## WORK TO BE COMPLETED
Records follow. Copy every line with "dead".

## DATA TO USE
------------------------------------------------
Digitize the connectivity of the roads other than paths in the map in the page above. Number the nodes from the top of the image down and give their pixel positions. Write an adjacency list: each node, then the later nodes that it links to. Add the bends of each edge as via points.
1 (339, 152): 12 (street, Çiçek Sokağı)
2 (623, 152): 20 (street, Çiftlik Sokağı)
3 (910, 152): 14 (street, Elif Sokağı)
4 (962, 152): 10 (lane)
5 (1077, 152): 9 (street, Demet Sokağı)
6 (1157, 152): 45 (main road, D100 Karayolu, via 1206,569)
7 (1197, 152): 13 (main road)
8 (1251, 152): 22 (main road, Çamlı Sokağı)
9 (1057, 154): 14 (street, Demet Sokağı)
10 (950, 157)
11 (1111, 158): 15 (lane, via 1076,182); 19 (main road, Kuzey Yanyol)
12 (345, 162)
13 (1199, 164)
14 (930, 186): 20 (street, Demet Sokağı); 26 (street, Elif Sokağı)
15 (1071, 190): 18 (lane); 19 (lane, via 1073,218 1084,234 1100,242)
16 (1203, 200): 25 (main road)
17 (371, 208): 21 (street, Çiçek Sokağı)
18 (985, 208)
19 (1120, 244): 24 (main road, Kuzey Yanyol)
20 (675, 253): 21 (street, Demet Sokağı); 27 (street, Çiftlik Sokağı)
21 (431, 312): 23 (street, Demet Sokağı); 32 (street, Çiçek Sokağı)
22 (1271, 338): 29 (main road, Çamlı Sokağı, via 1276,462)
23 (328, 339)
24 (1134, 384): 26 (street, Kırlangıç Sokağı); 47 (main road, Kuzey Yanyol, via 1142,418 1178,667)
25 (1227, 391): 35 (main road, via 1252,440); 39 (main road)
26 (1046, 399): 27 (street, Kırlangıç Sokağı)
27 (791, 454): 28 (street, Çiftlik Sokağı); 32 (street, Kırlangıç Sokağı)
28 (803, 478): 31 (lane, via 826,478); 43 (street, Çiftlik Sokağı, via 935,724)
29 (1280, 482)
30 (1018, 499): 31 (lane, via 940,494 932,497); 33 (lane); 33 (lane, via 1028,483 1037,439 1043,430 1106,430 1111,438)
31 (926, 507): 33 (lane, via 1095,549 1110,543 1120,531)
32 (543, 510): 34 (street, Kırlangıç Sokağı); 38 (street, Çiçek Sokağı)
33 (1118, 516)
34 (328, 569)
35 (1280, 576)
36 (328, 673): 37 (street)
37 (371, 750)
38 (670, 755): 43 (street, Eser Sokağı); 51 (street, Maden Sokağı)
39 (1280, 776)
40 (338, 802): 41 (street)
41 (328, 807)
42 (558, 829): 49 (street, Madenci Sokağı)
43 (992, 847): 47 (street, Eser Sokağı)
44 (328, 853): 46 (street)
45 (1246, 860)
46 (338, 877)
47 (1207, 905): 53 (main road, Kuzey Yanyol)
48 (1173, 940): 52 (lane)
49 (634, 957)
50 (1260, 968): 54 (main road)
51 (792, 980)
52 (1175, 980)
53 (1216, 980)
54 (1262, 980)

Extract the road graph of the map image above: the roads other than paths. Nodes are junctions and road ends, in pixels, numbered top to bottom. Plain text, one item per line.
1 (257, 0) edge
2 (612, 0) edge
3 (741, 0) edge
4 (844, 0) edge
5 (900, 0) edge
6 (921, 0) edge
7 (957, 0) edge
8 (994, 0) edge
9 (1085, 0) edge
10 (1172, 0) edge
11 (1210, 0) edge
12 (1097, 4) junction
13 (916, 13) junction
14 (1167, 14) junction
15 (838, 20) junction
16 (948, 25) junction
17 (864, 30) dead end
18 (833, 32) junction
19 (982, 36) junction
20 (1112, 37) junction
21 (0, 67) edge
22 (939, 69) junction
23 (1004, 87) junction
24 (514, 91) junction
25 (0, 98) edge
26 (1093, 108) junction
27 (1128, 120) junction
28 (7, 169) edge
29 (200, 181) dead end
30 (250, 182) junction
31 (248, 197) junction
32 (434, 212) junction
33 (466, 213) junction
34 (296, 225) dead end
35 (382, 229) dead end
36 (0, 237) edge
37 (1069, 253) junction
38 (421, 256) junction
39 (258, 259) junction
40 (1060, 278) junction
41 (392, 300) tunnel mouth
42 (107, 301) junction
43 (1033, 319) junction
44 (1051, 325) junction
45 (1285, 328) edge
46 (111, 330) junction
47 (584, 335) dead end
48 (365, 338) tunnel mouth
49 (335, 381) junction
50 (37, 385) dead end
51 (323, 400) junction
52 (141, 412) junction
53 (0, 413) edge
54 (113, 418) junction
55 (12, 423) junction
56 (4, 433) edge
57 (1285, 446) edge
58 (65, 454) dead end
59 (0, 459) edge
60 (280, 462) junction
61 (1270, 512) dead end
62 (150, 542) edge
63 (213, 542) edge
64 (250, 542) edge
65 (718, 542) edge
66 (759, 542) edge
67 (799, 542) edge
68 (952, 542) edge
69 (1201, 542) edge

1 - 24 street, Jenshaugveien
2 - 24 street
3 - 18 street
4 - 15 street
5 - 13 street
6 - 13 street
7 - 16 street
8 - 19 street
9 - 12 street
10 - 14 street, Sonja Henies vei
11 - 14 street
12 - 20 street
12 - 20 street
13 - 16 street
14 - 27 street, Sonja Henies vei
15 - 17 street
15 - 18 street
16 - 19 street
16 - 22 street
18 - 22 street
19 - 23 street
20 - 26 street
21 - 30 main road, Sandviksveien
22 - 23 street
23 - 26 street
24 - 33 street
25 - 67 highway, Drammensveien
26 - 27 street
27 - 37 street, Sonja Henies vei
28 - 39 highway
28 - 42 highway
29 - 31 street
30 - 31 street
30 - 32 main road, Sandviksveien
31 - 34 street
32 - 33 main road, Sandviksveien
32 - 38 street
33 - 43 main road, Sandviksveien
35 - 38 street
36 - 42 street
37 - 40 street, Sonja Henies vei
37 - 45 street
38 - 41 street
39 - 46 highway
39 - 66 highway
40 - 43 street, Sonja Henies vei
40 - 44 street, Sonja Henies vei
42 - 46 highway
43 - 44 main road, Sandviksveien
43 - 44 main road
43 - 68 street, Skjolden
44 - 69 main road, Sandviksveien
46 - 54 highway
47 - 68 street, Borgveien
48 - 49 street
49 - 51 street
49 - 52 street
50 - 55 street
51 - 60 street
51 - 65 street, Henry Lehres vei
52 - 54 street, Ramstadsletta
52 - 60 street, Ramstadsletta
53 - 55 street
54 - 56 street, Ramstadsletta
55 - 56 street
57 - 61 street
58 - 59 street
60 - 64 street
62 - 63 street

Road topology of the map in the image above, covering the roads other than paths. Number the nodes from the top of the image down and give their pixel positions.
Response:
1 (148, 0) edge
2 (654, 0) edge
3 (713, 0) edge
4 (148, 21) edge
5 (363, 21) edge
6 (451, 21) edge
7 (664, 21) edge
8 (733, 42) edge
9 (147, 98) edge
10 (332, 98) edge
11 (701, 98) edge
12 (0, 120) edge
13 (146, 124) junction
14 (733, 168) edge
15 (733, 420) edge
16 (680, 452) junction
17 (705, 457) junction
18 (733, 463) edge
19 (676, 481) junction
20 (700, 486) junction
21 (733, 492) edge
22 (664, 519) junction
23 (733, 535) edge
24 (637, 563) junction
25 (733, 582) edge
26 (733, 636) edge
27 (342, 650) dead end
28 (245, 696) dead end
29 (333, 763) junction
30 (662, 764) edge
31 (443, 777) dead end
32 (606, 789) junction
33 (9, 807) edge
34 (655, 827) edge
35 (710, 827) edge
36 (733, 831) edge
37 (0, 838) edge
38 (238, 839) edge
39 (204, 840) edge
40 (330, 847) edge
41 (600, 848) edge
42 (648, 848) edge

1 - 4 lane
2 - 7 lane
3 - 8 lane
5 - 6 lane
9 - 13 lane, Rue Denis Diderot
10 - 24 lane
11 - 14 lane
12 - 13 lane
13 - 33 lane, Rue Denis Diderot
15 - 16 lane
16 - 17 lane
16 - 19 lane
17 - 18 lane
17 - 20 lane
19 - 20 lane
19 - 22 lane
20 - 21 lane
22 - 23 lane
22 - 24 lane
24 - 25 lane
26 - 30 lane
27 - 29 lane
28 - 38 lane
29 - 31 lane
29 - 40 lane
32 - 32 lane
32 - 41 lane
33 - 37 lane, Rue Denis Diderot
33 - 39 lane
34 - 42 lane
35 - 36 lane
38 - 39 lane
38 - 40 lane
------------------------------------------------
## TASK RESULT
17 (864, 30) dead end
29 (200, 181) dead end
34 (296, 225) dead end
35 (382, 229) dead end
47 (584, 335) dead end
50 (37, 385) dead end
58 (65, 454) dead end
61 (1270, 512) dead end
27 (342, 650) dead end
28 (245, 696) dead end
31 (443, 777) dead end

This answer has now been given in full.